Single-digit temperatures add hundreds of guests to Louisville homeless shelters
Bone-chilling temperatures often cause more people than usual to seek refuge in homeless shelters but the increase in occupancy leads to higher operating costs.
LOUISVILLE, Ky. (WDRB) -- Bone-chilling temperatures often cause more people than usual to seek refuge in homeless shelters, but the increase in occupancy leads to higher operating costs.
Wayside Christian Mission expected to nearly double its typical capacity of 331 to 500 or 550 on Tuesday night because of the single-digit temperatures.
Mats were laid out in the Mission’s gym to accommodate the extra people, which is part of the Coalition for the Homeless’ White Flag program. No one is denied a place to sleep when the temperatures dip below 35 degrees.
Shelter officials make the call to enact White Flag nights at 6 p.m. each night but will often decide days earlier if they know the temperatures will already be below 35 degrees.

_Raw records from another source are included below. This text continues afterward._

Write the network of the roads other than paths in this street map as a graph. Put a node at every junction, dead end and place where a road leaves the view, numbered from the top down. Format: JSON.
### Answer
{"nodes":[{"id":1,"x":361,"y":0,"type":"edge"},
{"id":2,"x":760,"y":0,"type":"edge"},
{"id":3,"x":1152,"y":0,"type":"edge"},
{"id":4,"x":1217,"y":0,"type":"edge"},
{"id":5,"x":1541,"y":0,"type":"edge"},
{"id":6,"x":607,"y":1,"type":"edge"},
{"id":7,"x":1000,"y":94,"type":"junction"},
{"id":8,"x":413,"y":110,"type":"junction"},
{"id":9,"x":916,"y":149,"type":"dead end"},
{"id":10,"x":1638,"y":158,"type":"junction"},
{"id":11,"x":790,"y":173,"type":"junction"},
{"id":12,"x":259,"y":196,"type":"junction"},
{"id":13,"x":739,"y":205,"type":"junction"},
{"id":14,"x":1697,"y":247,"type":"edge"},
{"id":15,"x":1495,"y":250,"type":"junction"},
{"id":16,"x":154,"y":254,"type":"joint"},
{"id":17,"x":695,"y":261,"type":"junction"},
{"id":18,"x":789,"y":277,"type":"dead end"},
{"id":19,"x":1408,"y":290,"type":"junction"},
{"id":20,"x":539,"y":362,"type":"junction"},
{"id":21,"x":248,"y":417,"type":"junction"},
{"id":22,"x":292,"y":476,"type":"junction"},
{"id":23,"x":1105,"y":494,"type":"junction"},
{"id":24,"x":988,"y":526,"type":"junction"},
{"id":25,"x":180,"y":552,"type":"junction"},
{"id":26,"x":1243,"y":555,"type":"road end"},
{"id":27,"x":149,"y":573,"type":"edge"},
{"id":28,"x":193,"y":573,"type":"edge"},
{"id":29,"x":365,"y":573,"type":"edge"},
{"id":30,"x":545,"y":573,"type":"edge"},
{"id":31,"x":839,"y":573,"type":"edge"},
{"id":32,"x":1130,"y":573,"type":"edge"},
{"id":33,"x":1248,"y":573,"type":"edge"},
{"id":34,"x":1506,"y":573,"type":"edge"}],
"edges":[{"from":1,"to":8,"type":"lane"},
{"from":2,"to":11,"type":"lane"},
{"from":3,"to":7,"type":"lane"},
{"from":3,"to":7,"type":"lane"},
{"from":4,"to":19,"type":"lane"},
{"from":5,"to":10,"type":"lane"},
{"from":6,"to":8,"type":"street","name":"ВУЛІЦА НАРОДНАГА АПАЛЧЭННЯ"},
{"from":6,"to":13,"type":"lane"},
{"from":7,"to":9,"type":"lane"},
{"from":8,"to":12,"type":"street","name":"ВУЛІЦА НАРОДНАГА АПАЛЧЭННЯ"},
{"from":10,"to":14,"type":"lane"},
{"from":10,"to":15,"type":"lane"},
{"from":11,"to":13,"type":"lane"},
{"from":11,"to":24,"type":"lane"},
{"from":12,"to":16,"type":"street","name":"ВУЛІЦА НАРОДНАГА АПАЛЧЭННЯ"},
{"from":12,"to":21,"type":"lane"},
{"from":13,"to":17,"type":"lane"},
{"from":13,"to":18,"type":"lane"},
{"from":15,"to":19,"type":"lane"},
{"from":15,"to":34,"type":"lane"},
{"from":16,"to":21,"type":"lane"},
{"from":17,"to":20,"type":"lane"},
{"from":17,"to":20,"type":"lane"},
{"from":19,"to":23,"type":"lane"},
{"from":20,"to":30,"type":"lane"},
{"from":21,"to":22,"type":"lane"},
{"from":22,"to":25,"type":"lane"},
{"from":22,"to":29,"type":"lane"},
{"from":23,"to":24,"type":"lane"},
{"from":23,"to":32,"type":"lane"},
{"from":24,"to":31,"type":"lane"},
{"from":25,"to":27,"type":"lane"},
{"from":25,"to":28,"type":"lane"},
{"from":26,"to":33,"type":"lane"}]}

The city of Louisville reimburses the Coalition for the Homeless up to $40,000 a year which will then pay back other white flag locations, including Wayside.

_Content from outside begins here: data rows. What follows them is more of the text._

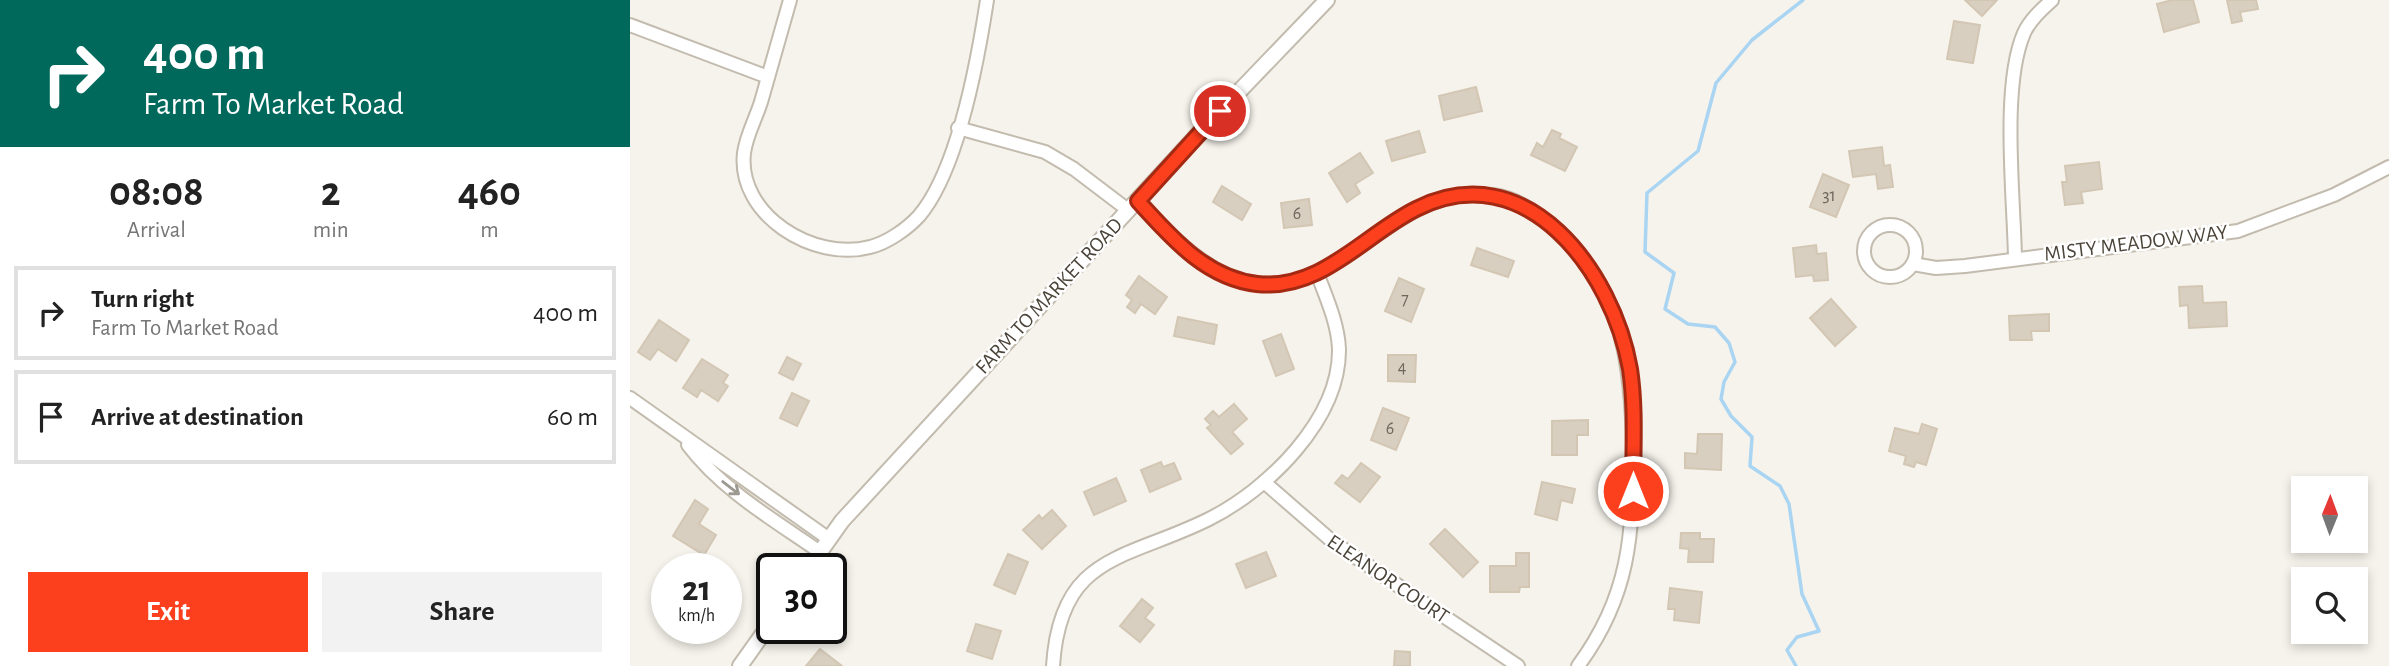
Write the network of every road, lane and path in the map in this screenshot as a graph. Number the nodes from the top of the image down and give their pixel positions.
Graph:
1 (790, 0) edge
2 (987, 0) edge
3 (1327, 0) edge
4 (2052, 0) edge
5 (630, 25) edge
6 (768, 77) junction
7 (958, 128) junction
8 (2389, 167) edge
9 (1133, 205) junction
10 (2015, 258) junction
11 (1913, 264) junction
12 (1317, 273) junction
13 (630, 398) edge
14 (684, 439) junction
15 (1264, 482) junction
16 (829, 539) junction
17 (820, 552) joint
18 (756, 644) edge
19 (740, 666) edge
20 (1053, 666) edge
21 (1518, 666) edge
22 (1578, 666) edge

1 - 6 street
2 - 7 street
3 - 9 street, FARM TO MARKET ROAD
4 - 10 street
5 - 6 street
6 - 7 street
7 - 9 street
8 - 10 street, MISTY MEADOW WAY
9 - 12 street
9 - 16 street, FARM TO MARKET ROAD
10 - 11 street, MISTY MEADOW WAY
11 - 11 street, MISTY MEADOW WAY
12 - 15 street
12 - 22 street
13 - 14 street
14 - 16 street
14 -> 17 street
15 - 20 street
15 - 21 street, ELEANOR COURT
16 - 17 street, FARM TO MARKET ROAD
18 - 19 street

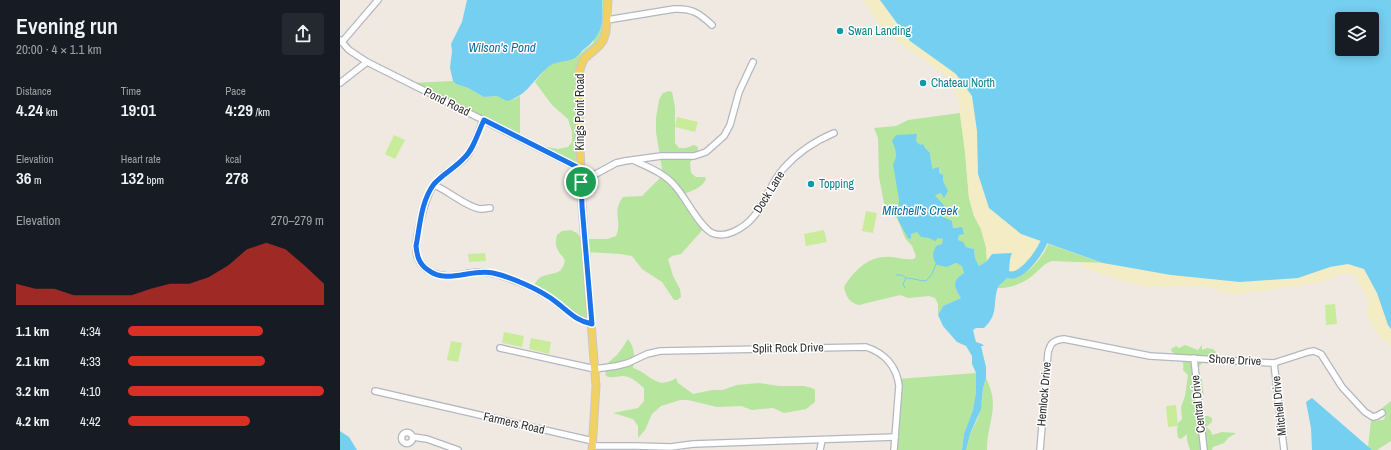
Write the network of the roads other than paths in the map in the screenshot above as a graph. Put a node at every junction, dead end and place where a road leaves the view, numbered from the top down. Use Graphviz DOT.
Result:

“They generally try to reimburse us $5 per person, per night," said Nina Moseley, Chief Officer of Wayside. "That funding doesn’t last very long when you have extremely cold temperatures like this."
Shelters and organizations like St. Vincent de Paul use the allocated funds to buy additional resources like toilet paper, toiletries and food to accommodate the extra guests. However, even with the funding, providing the basic necessities can be difficult.

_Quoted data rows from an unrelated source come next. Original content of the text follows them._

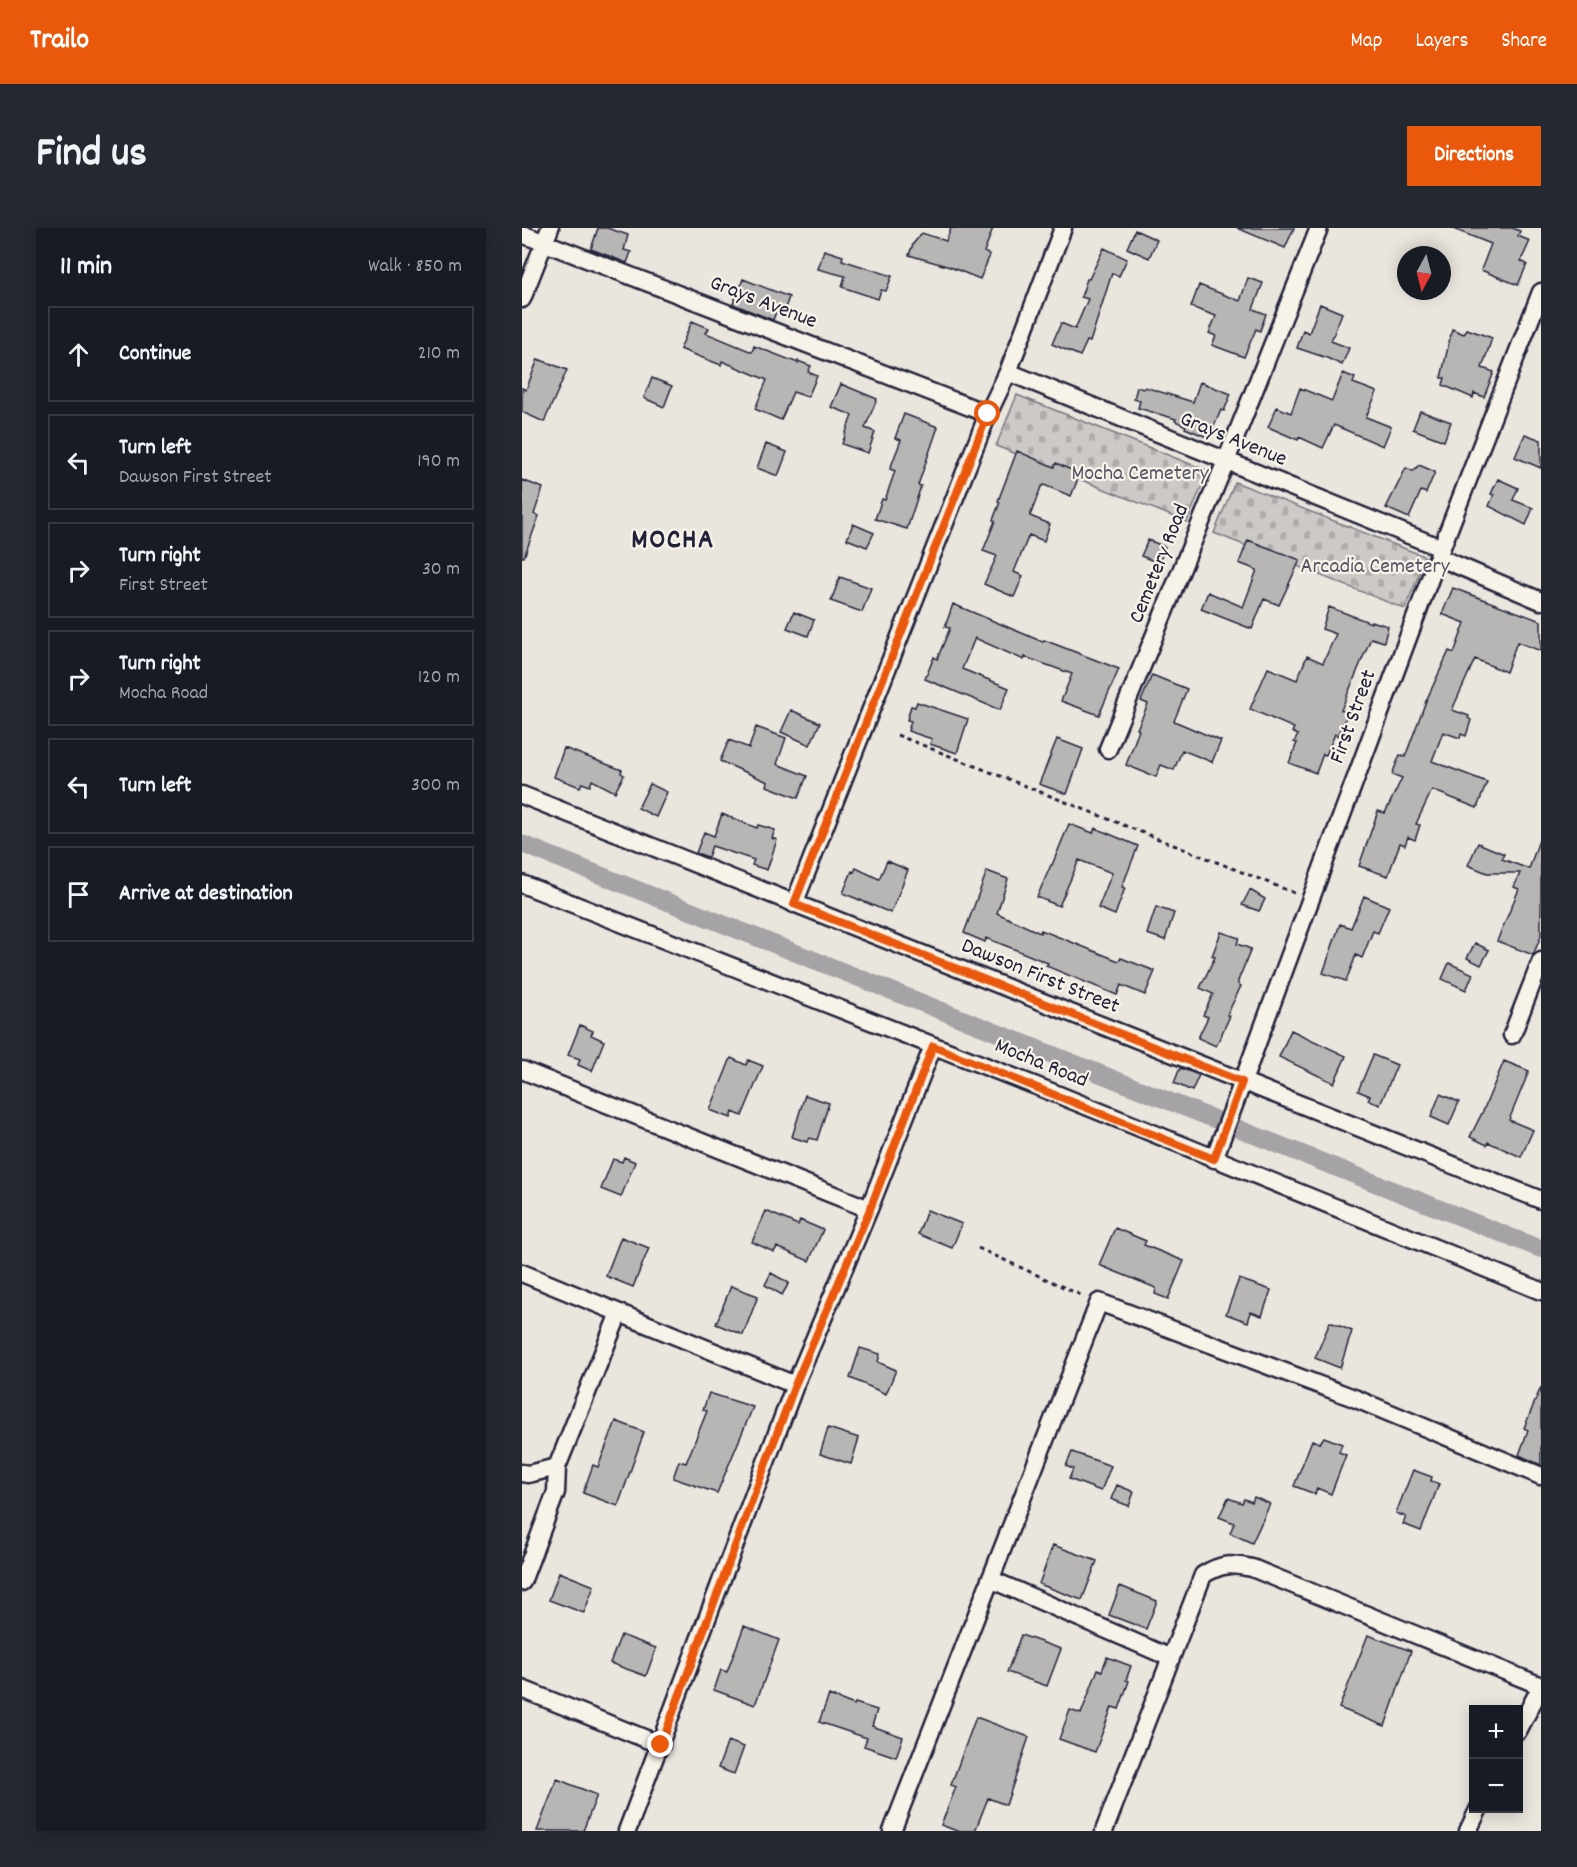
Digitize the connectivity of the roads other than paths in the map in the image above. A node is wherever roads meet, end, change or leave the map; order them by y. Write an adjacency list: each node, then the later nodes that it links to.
1 (1063, 228): 7 (street)
2 (1319, 228): 9 (street, Cemetery Road)
3 (522, 234): 4 (street, Grays Avenue)
4 (547, 235): 6 (street); 8 (street, Grays Avenue)
5 (1541, 292): 10 (street, First Street)
6 (522, 299)
7 (1008, 372): 8 (street); 9 (street, Grays Avenue)
8 (988, 414): 15 (street)
9 (1226, 461): 10 (street, Grays Avenue); 12 (street, Cemetery Road)
10 (1440, 553): 11 (street, Grays Avenue); 20 (street, First Street)
11 (1541, 601)
12 (1108, 749)
13 (522, 795): 15 (street, Dawson First Street)
14 (522, 884): 18 (street, Mocha Road)
15 (794, 904): 20 (street, Dawson First Street)
16 (1541, 961): 17 (street)
17 (1512, 1035)
18 (933, 1046): 21 (street, Mocha Road); 23 (street)
19 (522, 1070): 23 (street)
20 (1242, 1082): 21 (street, First Street); 22 (street, Dawson First Street)
21 (1214, 1159): 25 (street, Mocha Road)
22 (1541, 1200)
23 (870, 1209): 27 (street)
24 (523, 1275): 26 (street)
25 (1541, 1291)
26 (619, 1313): 27 (street); 28 (street)
27 (795, 1385): 37 (street)
28 (557, 1467): 29 (street); 32 (street)
29 (522, 1473)
30 (1541, 1476): 31 (street)
31 (990, 1579): 33 (street); 40 (street)
32 (522, 1582)
33 (1172, 1658): 34 (street); 41 (street)
34 (1541, 1686): 36 (street)
35 (522, 1689): 37 (street)
36 (1523, 1721)
37 (661, 1745): 39 (street)
38 (1477, 1813): 42 (street)
39 (627, 1831)
40 (892, 1831)
41 (1104, 1831)
42 (1468, 1831)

“This is really challenging in weather like this," said St. Vincent de Paul Executive Director Ed Wnorowski. "This is life-threatening, so having a warm, safe place to sleep is really a life and death thing and not just a comfort. Very rarely does it cover every night that we serve, and it is absolutely a help.”
On Tuesday night, St. Vincent de Paul expected to bring in at least 40 people in addition to the nearly 60 overnight beds already there. During the single-digit temperatures, officials said people will do whatever they can to stay warm.
“It is my desire that everyone would come in and get out of this bitter cold, because this is the weather that homeless folks will die in,” Moseley said.
The leftover funds after winter will then be used toward paying for white flag days in the summer when the temperatures are over 95 degrees.